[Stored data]
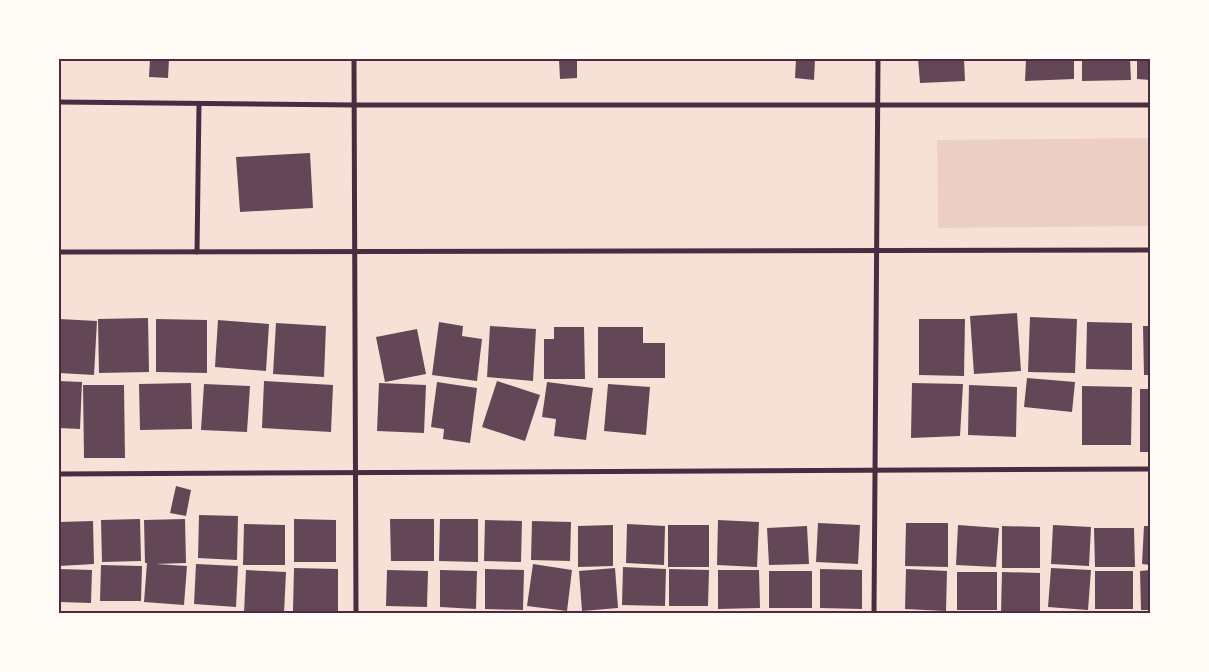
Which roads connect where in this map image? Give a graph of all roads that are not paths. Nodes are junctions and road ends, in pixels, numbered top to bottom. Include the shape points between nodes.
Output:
1 (354, 59) edge
2 (878, 59) edge
3 (59, 102) edge
4 (199, 104) junction
5 (354, 105) junction
6 (877, 105) junction
7 (1150, 105) edge
8 (1150, 250) edge
9 (355, 251) junction
10 (876, 251) junction
11 (59, 252) edge
12 (197, 252) junction
13 (1150, 469) edge
14 (875, 470) junction
15 (356, 472) junction
16 (59, 474) edge
17 (356, 613) edge
18 (874, 613) edge

1 - 5 street
2 - 6 street
3 - 4 street
4 - 5 street
4 - 12 street
5 - 6 street
5 - 9 street
6 - 7 street
6 - 10 street
8 - 10 street
9 - 10 street
9 - 12 street
9 - 15 street
10 - 14 street
11 - 12 street
13 - 14 street
14 - 15 street
14 - 18 street
15 - 16 street
15 - 17 street

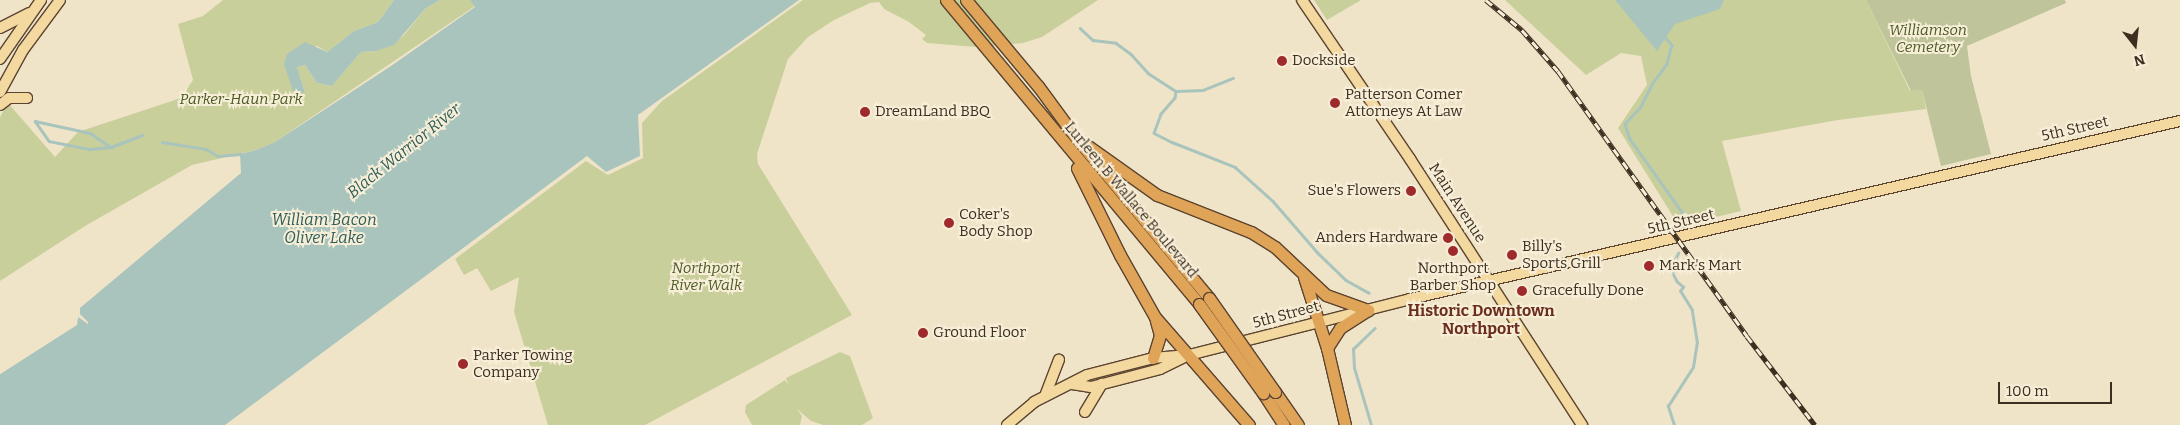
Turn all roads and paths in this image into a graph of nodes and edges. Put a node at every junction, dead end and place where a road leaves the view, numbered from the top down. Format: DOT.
graph roads {
  1 [pos="41,0"];
  2 [pos="60,0"];
  3 [pos="946,0"];
  4 [pos="966,0"];
  5 [pos="1302,0"];
  6 [pos="32,11"];
  7 [pos="0,28"];
  8 [pos="0,59"];
  9 [pos="4,76"];
  10 [pos="0,92"];
  11 [pos="27,98"];
  12 [pos="0,105"];
  13 [pos="2180,121"];
  14 [pos="1077,139"];
  15 [pos="1066,146"];
  16 [pos="1304,277"];
  17 [pos="1490,282"];
  18 [pos="1204,301"];
  19 [pos="1368,310"];
  20 [pos="1155,317"];
  21 [pos="1318,322"];
  22 [pos="1327,348"];
  23 [pos="1189,356"];
  24 [pos="1153,358"];
  25 [pos="1059,360"];
  26 [pos="1072,384"];
  27 [pos="1102,384"];
  28 [pos="1044,396"];
  29 [pos="1085,412"];
  30 [pos="1007,425"];
  31 [pos="1249,425"];
  32 [pos="1284,425"];
  33 [pos="1298,425"];
  34 [pos="1344,425"];
  35 [pos="1582,425"];
  1 -- 6 [label="main road"];
  2 -- 9 [label="main road"];
  3 -- 15 [label="highway, Lurleen B Wallace Boulevard"];
  4 -- 14 [label="highway, Lurleen B Wallace Boulevard"];
  5 -- 17 [label="main road, Main Avenue"];
  6 -- 7 [label="main road"];
  6 -- 8 [label="main road"];
  9 -- 10 [label="main road"];
  11 -- 12 [label="main road"];
  13 -- 17 [label="main road, 5th Street"];
  14 -- 16 [label="highway"];
  14 -- 18 [label="highway, Lurleen B Wallace Boulevard"];
  15 -- 18 [label="highway, Lurleen B Wallace Boulevard"];
  15 -- 20 [label="highway"];
  16 -- 19 [label="highway"];
  16 -- 21 [label="highway"];
  17 -- 19 [label="main road, 5th Street"];
  17 -- 35 [label="main road, Main Avenue"];
  18 -- 32 [label="highway, Lurleen B Wallace Boulevard, bridge"];
  18 -- 33 [label="highway, Lurleen B Wallace Boulevard, bridge"];
  19 -- 21 [label="main road, 5th Street"];
  19 -- 22 [label="highway"];
  20 -- 23 [label="highway"];
  20 -- 24 [label="highway"];
  21 -- 22 [label="highway"];
  21 -- 23 [label="main road, 5th Street"];
  22 -- 34 [label="highway"];
  23 -- 24 [label="main road, 5th Street"];
  23 -- 27 [label="main road, 5th Street"];
  23 -- 31 [label="highway"];
  24 -- 26 [label="main road, 5th Street"];
  25 -- 28 [label="main road"];
  26 -- 27 [label="main road, 5th Street"];
  26 -- 28 [label="main road"];
  27 -- 29 [label="main road"];
  28 -- 30 [label="main road"];
}
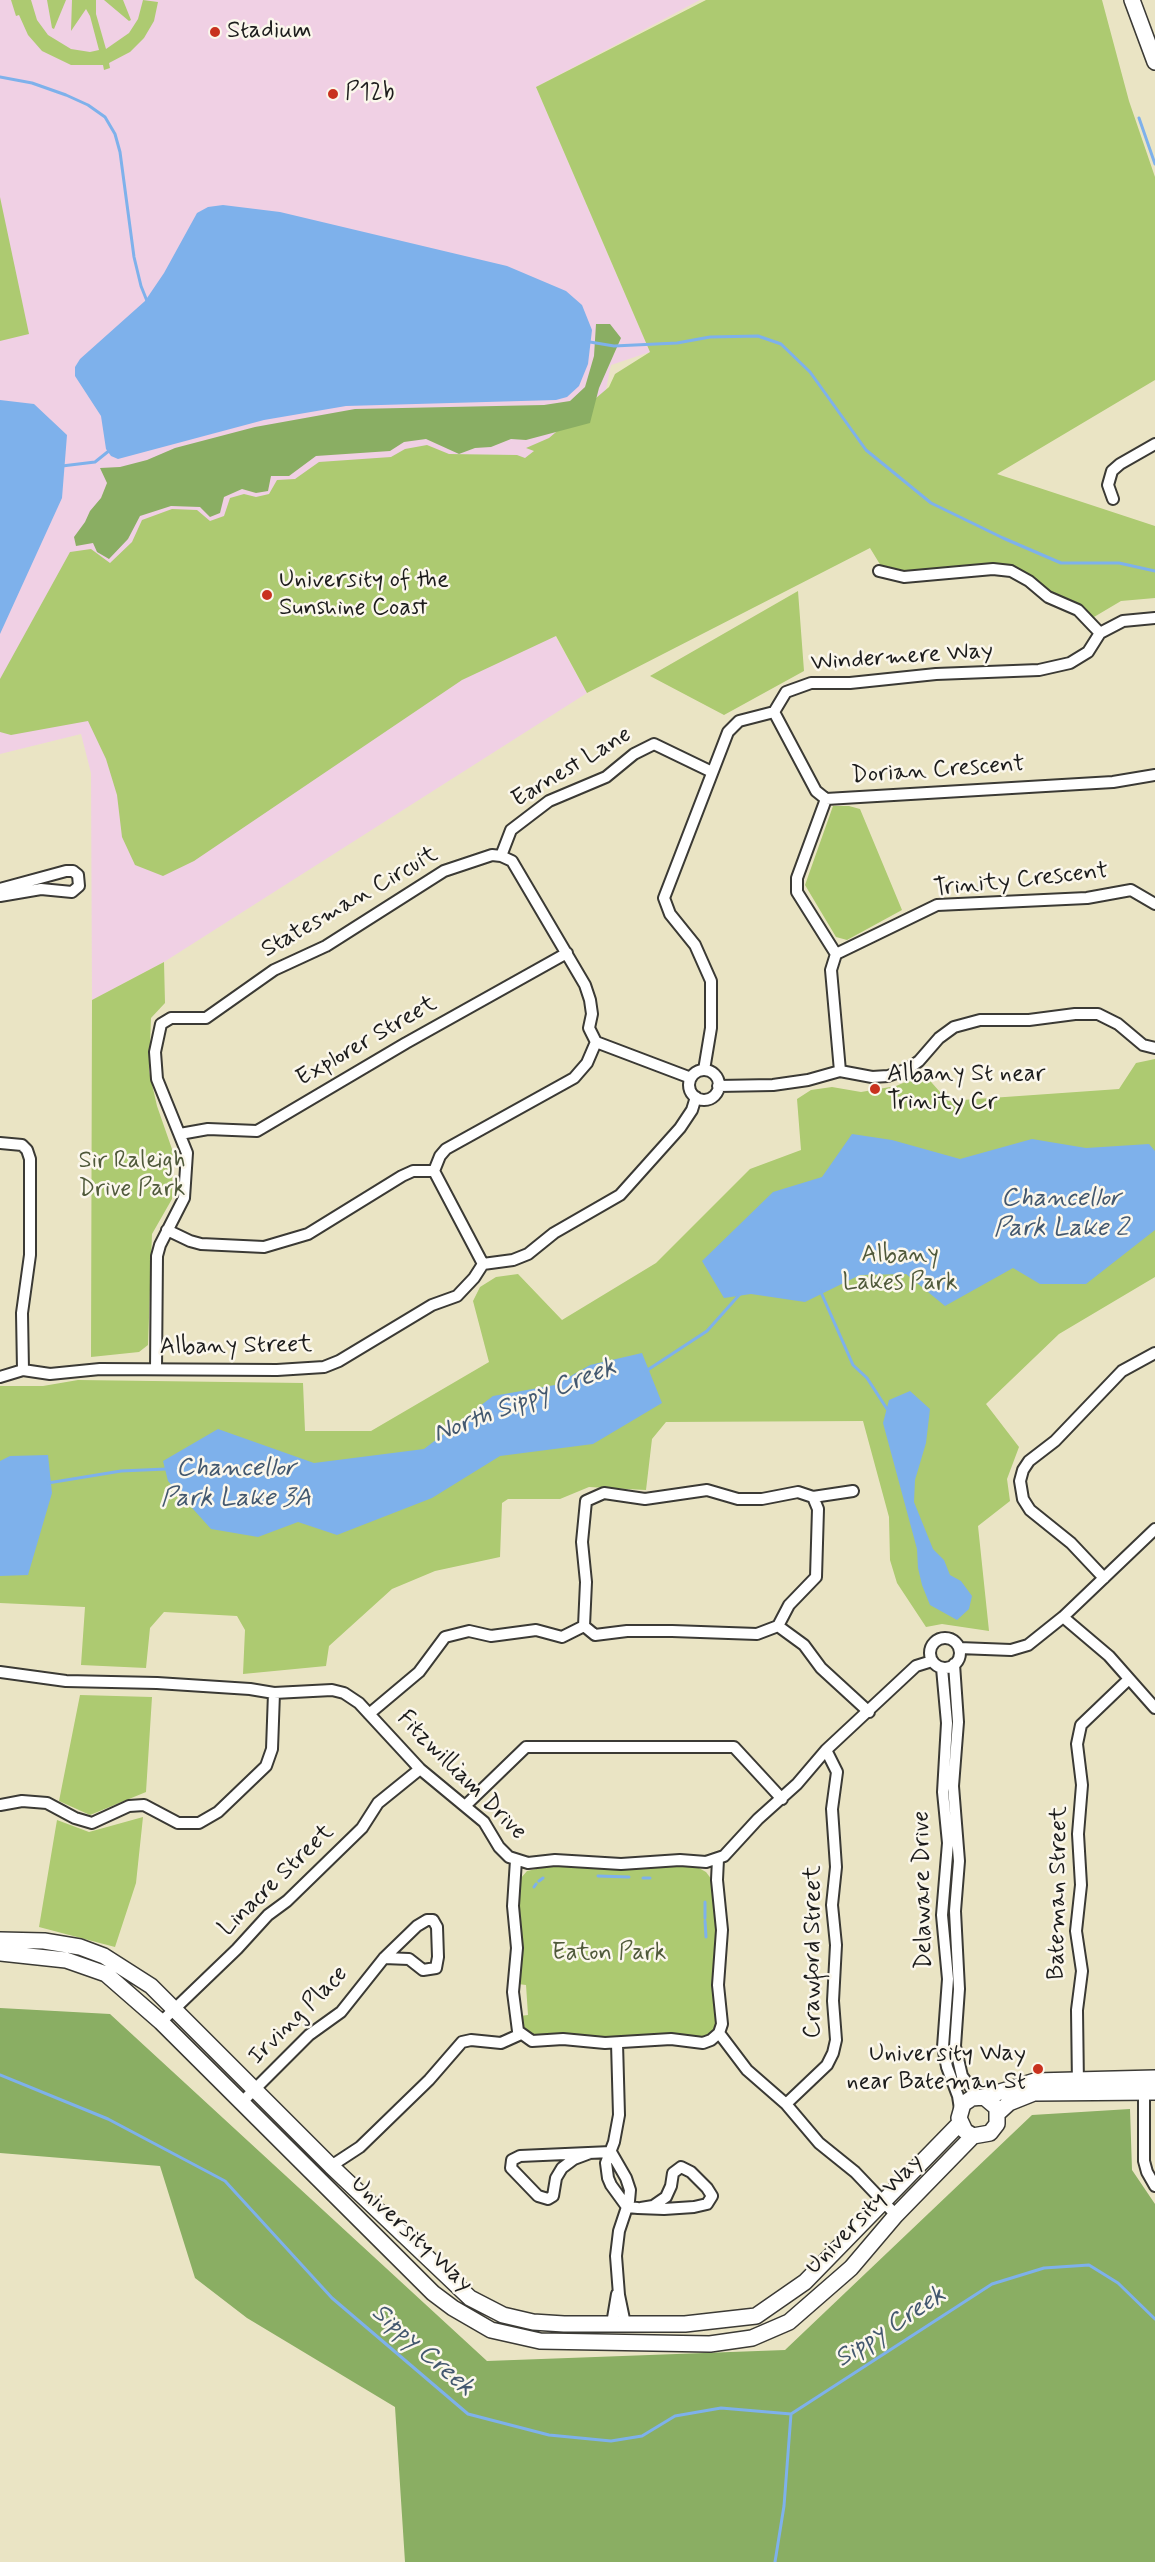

Work to complete:
Search the data above for the string "image" and report each line that holds it.

Your solution:
Which roads connect where in this map image? Give a graph of all roads that are not paths. Nodes are junctions and road ends, in pixels, numbered top to bottom. Include the shape points between nodes.
Turn all roads and paths in this image into a graph of nodes and edges. Put a node at every junction, dead end and place where a road leaves the view, numbered from the top down. Format: DOT.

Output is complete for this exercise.